» **TASK OBJECTIVE**
The lines below that include the word "points" are to be reported.

» **RECORDS PROVIDED**

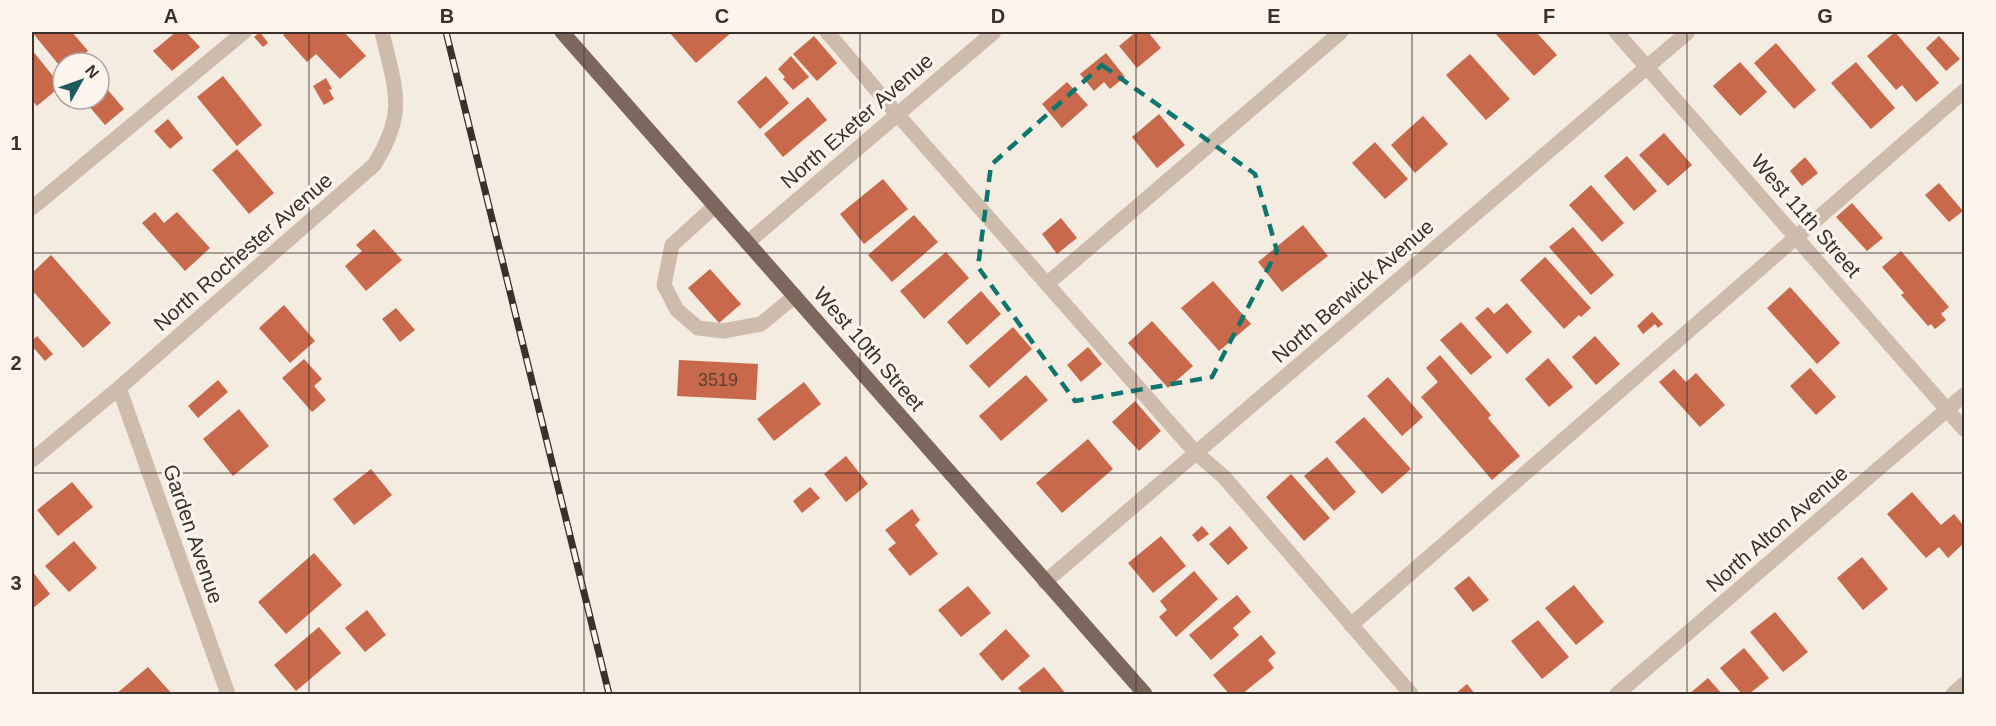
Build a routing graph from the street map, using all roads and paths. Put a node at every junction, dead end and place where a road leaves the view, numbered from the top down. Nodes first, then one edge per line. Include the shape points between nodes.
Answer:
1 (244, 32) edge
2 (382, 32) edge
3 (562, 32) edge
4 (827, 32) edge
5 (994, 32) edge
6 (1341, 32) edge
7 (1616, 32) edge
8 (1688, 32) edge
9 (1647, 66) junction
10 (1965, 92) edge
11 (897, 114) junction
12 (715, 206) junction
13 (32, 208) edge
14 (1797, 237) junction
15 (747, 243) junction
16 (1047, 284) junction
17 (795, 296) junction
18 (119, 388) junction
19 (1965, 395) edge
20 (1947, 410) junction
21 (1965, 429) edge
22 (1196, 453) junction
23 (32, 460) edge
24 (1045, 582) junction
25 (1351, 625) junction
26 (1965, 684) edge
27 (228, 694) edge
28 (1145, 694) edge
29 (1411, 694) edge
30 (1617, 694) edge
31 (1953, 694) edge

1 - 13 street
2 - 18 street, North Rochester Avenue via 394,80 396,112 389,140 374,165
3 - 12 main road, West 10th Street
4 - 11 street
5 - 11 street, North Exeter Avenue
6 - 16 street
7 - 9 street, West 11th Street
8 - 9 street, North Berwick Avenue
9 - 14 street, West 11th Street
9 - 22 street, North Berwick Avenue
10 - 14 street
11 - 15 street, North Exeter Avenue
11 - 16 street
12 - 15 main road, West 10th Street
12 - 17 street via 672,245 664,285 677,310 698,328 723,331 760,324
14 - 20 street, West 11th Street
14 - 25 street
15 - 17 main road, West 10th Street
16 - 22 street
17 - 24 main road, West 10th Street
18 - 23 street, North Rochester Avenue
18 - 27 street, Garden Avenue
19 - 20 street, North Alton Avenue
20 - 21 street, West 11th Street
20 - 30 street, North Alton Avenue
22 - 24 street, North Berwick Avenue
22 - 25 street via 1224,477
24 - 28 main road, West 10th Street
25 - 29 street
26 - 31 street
...
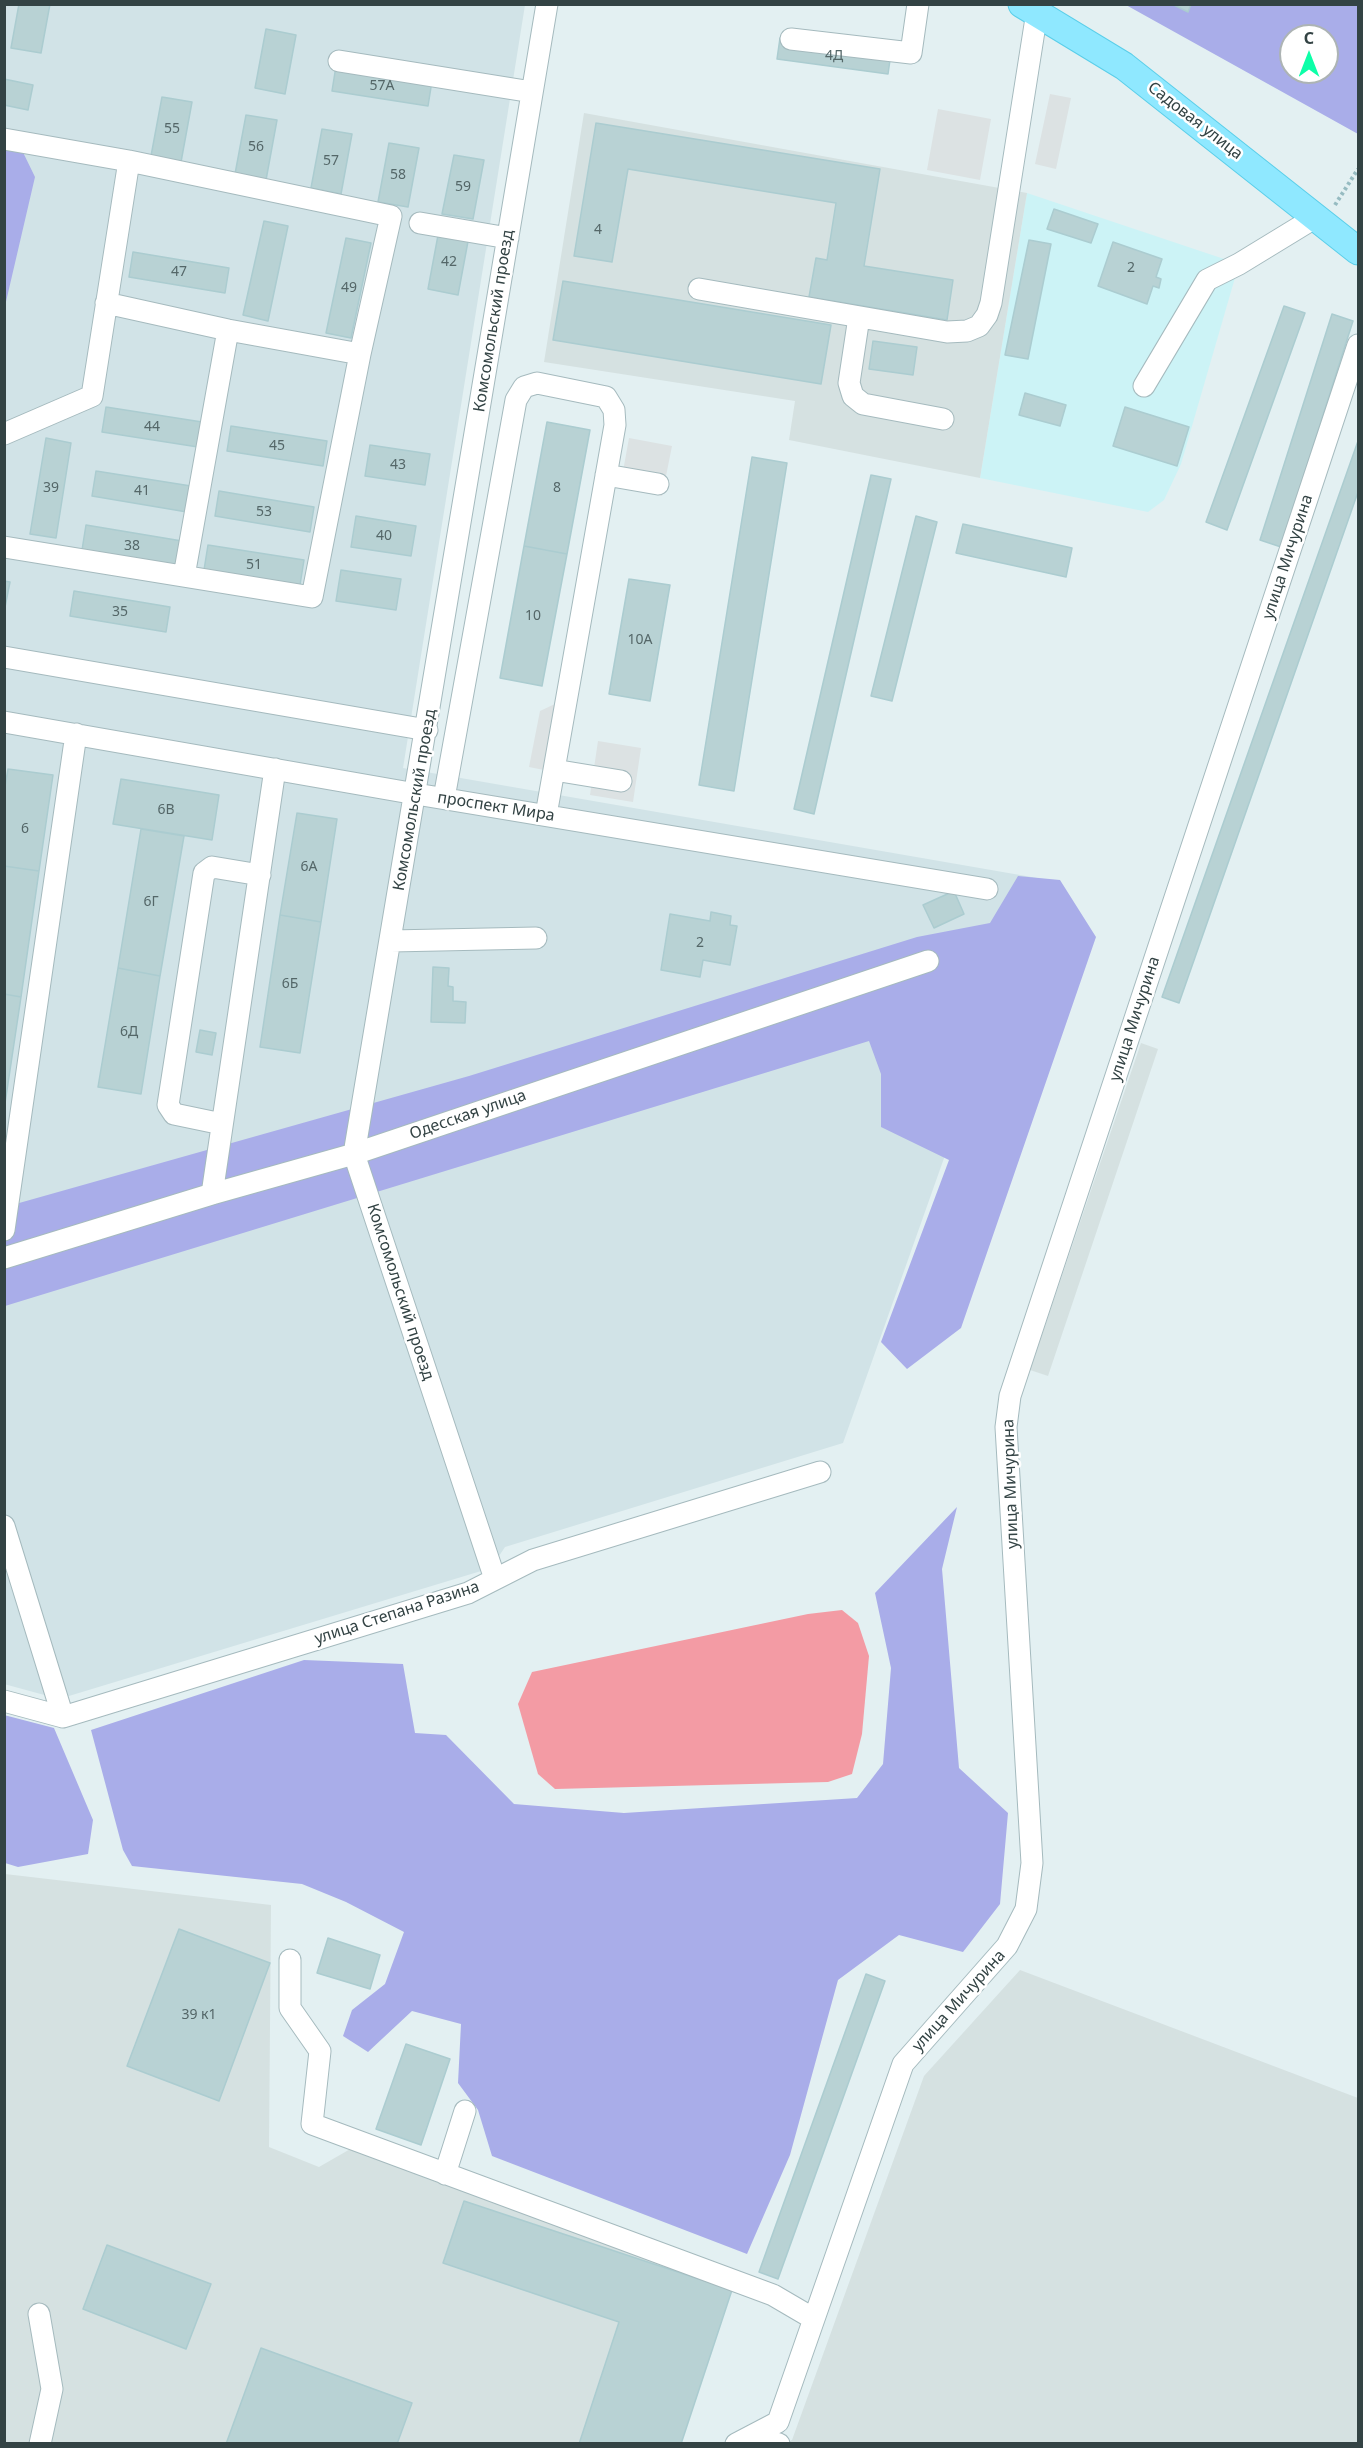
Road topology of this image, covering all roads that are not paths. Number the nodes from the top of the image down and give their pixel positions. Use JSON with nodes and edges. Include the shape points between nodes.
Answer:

» **RESULT OF THIS EXERCISE**
Build a routing graph from the street map, using all roads and paths. Put a node at every junction, dead end and place where a road leaves the view, numbered from the top down. Nodes first, then one edge per line. Include the shape points between nodes.
Road topology of this image, covering all roads that are not paths. Number the nodes from the top of the image down and give their pixel positions. Use JSON with nodes and edges. Include the shape points between nodes.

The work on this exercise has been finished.